The FBI documents reveal that the Bureau initiated a well- orchestrated
public relations campaign in support of "proposed legislation to compel
telecommunications industry cooperation in assuring our digital
telephony intercept requirements are met." A May 26, 1992, memorandum
from the Director of the FBI to the Attorney General lays out a
"strategy ... for gaining support for the bill once it reaches
Congress," including the following:
"Each FBI Special Agent in Charge's contacting key law
enforcement and prosecutorial officials in his/her territory
to stress the urgency of Congress's being sensitized to this
critical issue;
Field Office media representatives educating their contacts
by explaining and documenting, in both local and national
dimensions, the crisis facing law enforcement and the need
for legislation; and
Gaining the support of the professional associations
representing law enforcement and prosecutors."
However, despite efforts to obtain documentation from the field in
support of Bureau claims of a "crisis facing law enforcement," the
response from FBI Field Offices was that they experienced *no*
difficulty in conducting electronic surveillance. For example, a
December 3, 1992, memorandum from Newark reported the following:
The Newark office of the Drug Enforcement Administration
"advised that as of this date, the DEA has not had any
technical problems with advanced telephone technology."
The New Jersey Attorney General's Office "has not experienced
any problems with the telephone company since the last
contact."
An agent from the Newark office of the Internal Revenue
Service "advised that since the last time he was contacted,
his unit has not had any problems with advanced telephony
matters."
An official of the New Jersey State Police "advised that
as of this date he has had no problems with the present
technology hindering his investigations."
Likewise, a memorandum from the Philadelphia Field Office reported that
the local offices of the IRS, Customs Service and the Secret Service
were contacted and "experienced no difficulties with new technologies."

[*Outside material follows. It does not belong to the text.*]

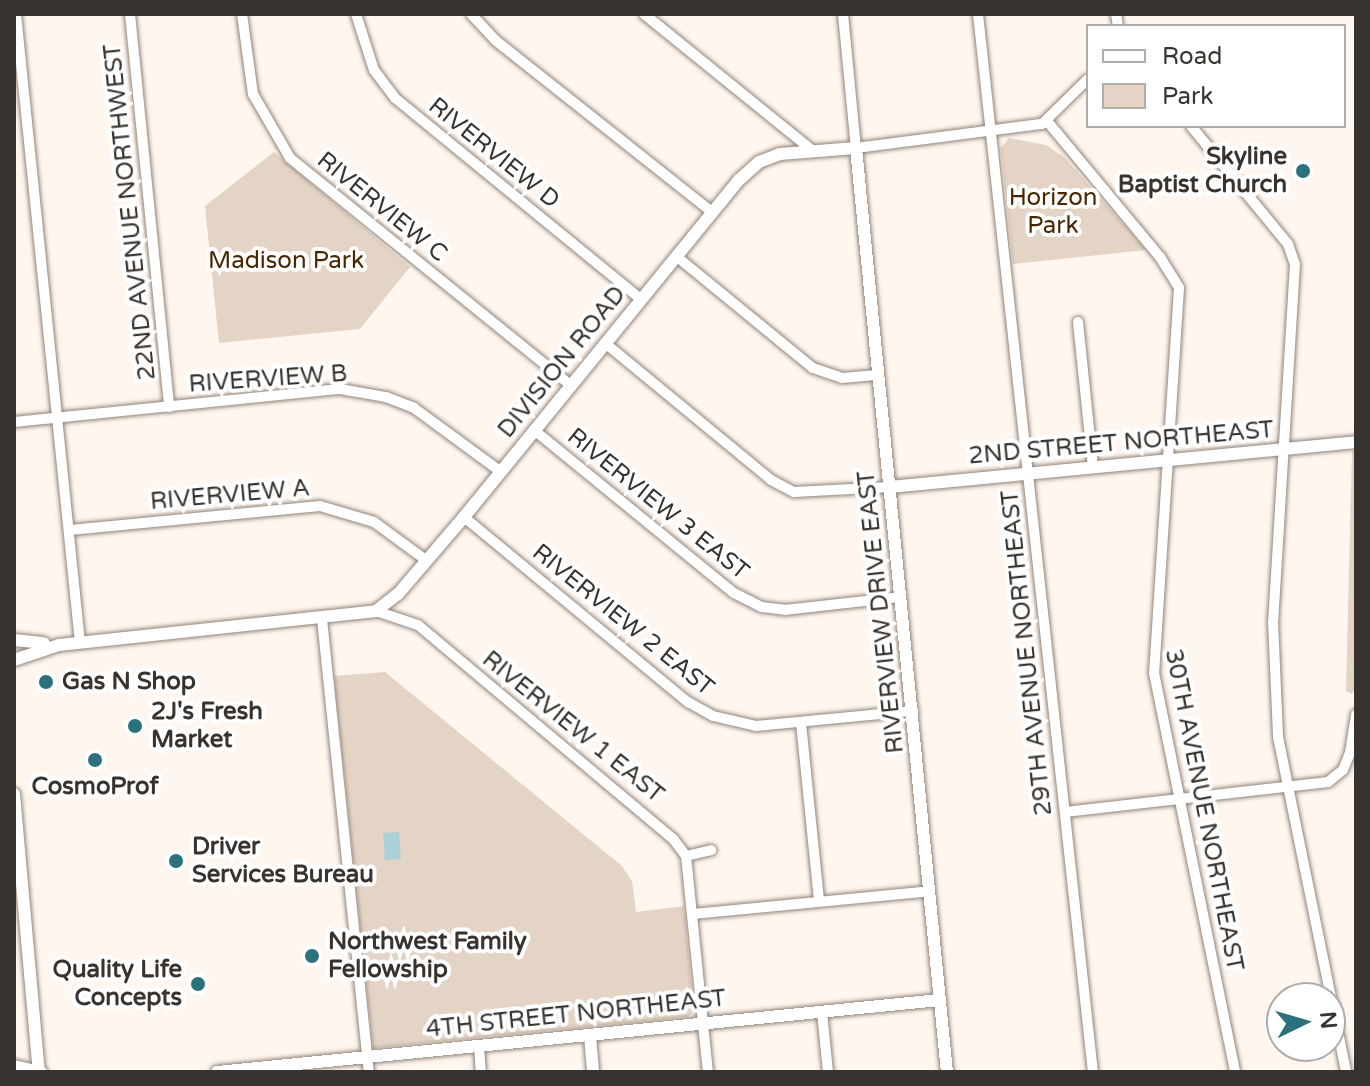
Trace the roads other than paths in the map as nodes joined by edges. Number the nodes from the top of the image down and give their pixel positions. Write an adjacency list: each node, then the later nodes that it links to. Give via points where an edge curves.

Indeed, the newly-released documents contain no reports of *any*
technical problems in the field.
The documents also reveal the FBI's critical role in the development of
the Digital Signature Standard (DSS), a cryptographic means of
authenticating electronic communications that the National Institute of
Standards and Technology was expected to develop. The DSS was proposed
in August 1991 by the National Institute of Standards and Technology.
NIST later acknowledged that the National Security Agency developed the
standard. The newly disclosed documents appear to confirm speculation
that the FBI and the NSA worked to undermine the legal authority of
the NIST to develop standards for the nation's communications
infrastructure.
CPSR intends to pursue further FOIA litigation to establish the extent
of the FBI involvement in the development of the DSS and also to obtain
a "cost-benefit" study discussed in one of the FBI Director's memos and
other documents the Bureau continues to withhold.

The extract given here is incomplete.